'''
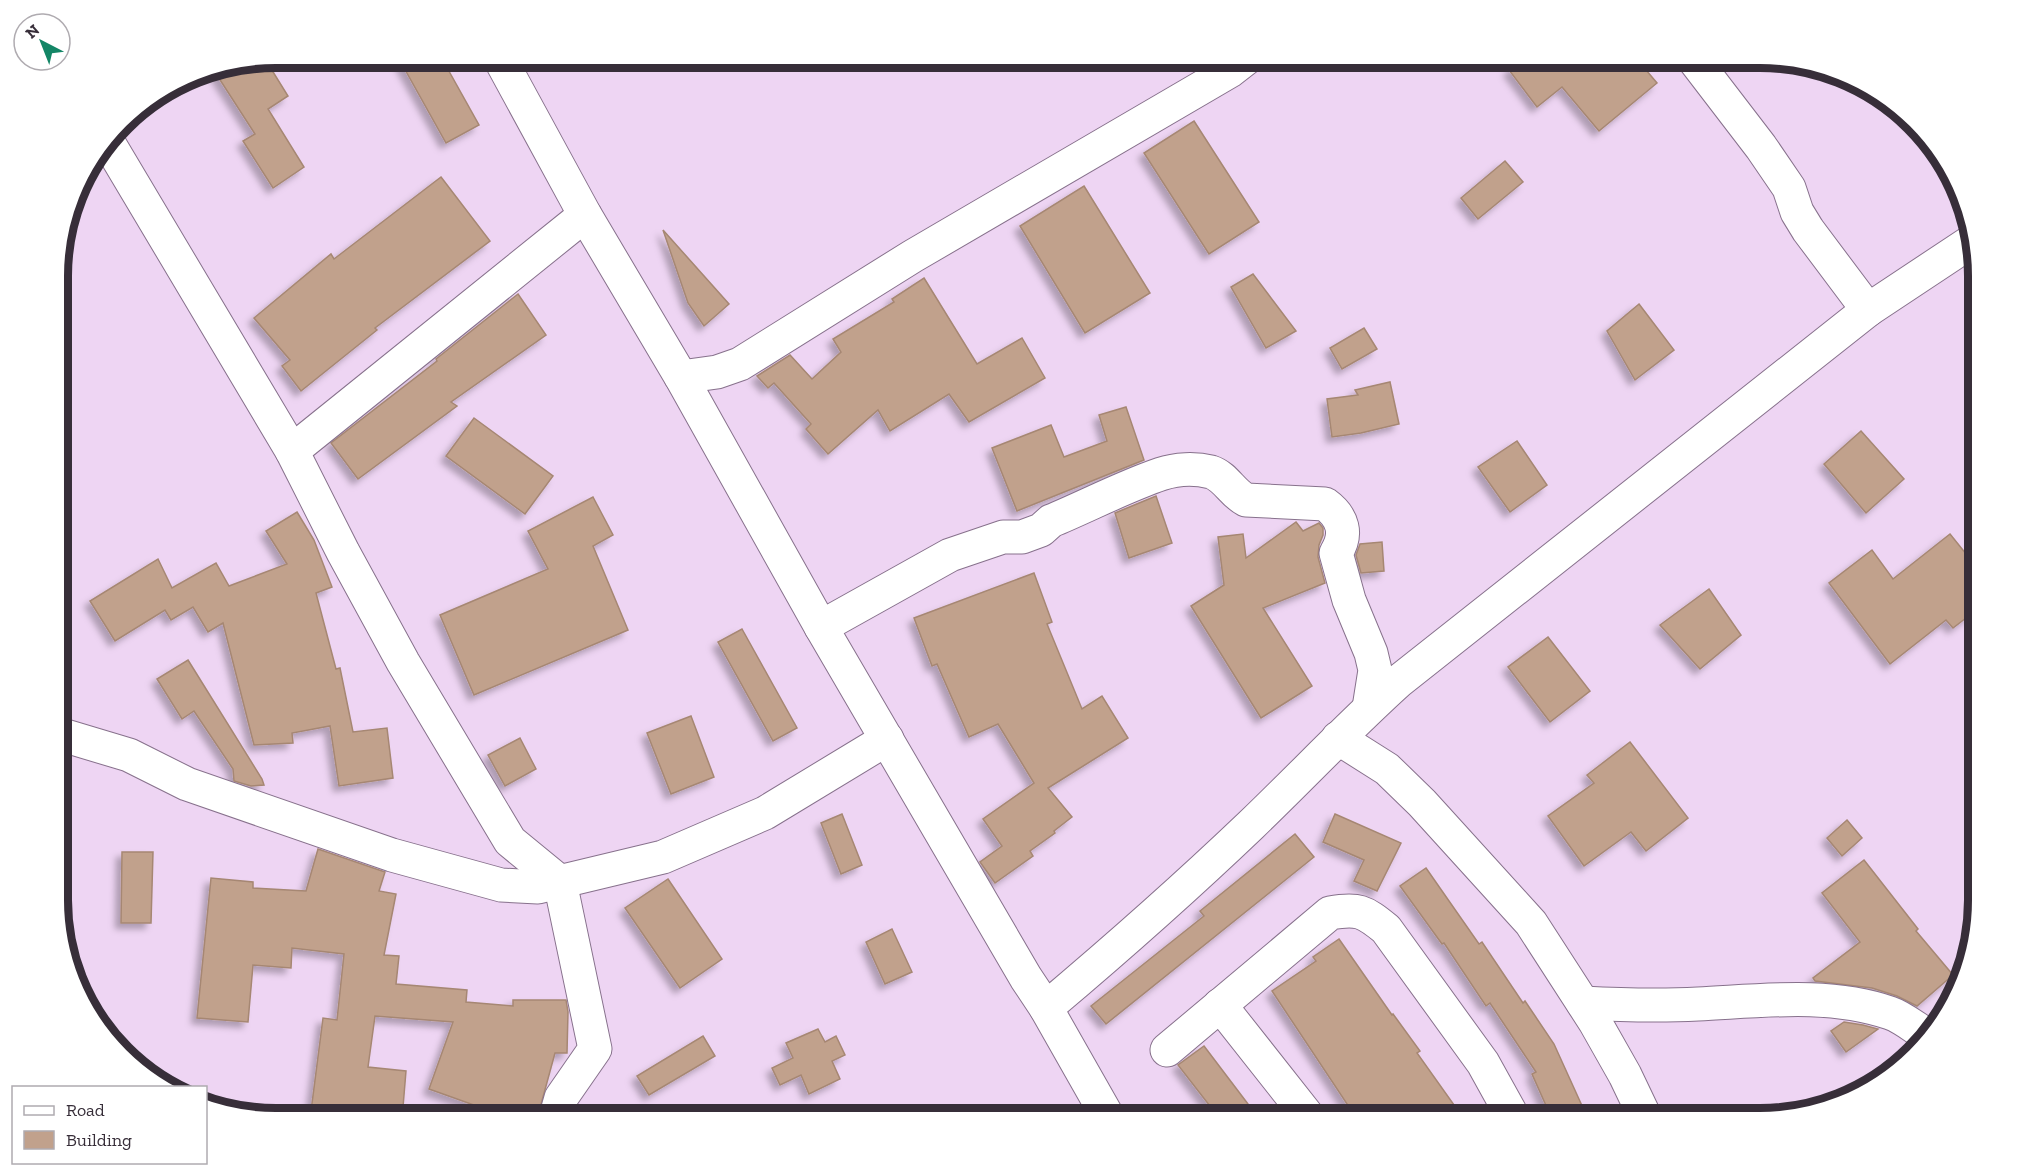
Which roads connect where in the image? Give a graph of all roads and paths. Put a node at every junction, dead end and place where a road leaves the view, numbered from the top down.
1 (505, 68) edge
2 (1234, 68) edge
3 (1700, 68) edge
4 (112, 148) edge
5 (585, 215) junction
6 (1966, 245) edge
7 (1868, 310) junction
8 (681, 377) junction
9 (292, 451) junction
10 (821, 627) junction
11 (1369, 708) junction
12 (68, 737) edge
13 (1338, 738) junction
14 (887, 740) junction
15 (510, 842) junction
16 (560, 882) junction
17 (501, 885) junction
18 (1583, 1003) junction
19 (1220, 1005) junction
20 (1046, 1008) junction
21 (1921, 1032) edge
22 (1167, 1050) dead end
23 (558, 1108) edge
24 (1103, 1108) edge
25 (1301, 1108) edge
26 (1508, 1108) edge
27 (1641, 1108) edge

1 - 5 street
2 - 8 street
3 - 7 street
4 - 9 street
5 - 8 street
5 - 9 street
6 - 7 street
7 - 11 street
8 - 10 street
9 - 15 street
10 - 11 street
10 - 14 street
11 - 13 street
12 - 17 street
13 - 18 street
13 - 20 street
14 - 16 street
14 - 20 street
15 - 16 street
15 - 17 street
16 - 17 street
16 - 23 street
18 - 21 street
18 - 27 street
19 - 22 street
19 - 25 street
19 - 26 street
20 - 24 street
'''
> [BRIEF] For every line of the records above that holds the word "edge", count one, and state the total only.

> [REPLY] 12